Could you please count how many lines in the data below hold the string "hand"? Reply with only the number.

Start of DATA PROVIDED

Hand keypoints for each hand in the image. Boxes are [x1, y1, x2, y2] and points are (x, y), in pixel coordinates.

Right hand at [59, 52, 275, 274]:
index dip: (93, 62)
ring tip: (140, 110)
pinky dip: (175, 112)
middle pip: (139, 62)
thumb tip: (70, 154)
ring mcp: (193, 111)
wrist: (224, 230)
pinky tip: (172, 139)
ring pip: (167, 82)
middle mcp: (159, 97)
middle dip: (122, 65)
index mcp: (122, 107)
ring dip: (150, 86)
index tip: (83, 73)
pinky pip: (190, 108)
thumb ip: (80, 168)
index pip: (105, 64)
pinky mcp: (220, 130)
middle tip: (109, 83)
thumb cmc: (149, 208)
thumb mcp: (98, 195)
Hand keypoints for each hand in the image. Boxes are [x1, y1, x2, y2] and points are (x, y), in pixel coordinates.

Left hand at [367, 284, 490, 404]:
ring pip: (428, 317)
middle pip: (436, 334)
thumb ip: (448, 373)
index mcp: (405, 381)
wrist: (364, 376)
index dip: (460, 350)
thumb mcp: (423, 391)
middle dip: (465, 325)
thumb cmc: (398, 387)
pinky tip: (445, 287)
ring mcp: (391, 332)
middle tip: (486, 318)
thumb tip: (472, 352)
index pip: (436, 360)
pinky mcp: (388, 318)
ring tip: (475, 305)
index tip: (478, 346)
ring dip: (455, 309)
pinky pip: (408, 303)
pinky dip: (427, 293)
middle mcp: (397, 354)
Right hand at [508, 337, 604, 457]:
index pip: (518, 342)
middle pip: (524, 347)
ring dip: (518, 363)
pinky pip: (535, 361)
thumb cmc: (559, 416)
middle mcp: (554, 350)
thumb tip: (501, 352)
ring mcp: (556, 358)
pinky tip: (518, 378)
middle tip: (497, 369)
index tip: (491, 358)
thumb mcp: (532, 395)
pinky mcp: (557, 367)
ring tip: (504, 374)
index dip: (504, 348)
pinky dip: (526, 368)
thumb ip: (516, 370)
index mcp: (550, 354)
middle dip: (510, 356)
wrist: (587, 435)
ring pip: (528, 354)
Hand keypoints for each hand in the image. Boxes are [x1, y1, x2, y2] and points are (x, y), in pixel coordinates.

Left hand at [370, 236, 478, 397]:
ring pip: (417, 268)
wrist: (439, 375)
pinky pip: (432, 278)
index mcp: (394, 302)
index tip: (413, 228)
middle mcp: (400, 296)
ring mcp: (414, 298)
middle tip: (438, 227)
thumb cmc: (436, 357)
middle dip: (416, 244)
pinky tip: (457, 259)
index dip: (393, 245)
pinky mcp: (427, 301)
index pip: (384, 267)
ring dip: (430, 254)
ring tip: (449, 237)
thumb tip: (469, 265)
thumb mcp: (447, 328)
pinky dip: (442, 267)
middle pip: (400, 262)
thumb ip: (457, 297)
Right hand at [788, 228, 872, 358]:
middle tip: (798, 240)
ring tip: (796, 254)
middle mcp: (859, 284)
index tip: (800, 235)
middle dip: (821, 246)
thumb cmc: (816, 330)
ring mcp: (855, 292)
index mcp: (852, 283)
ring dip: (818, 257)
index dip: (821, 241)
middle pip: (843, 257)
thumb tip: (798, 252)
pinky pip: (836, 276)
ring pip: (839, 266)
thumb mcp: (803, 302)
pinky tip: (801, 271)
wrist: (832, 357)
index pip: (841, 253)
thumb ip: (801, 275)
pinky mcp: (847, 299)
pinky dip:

End of DATA PROVIDED

> SOLUTION TO THIS EXERCISE
8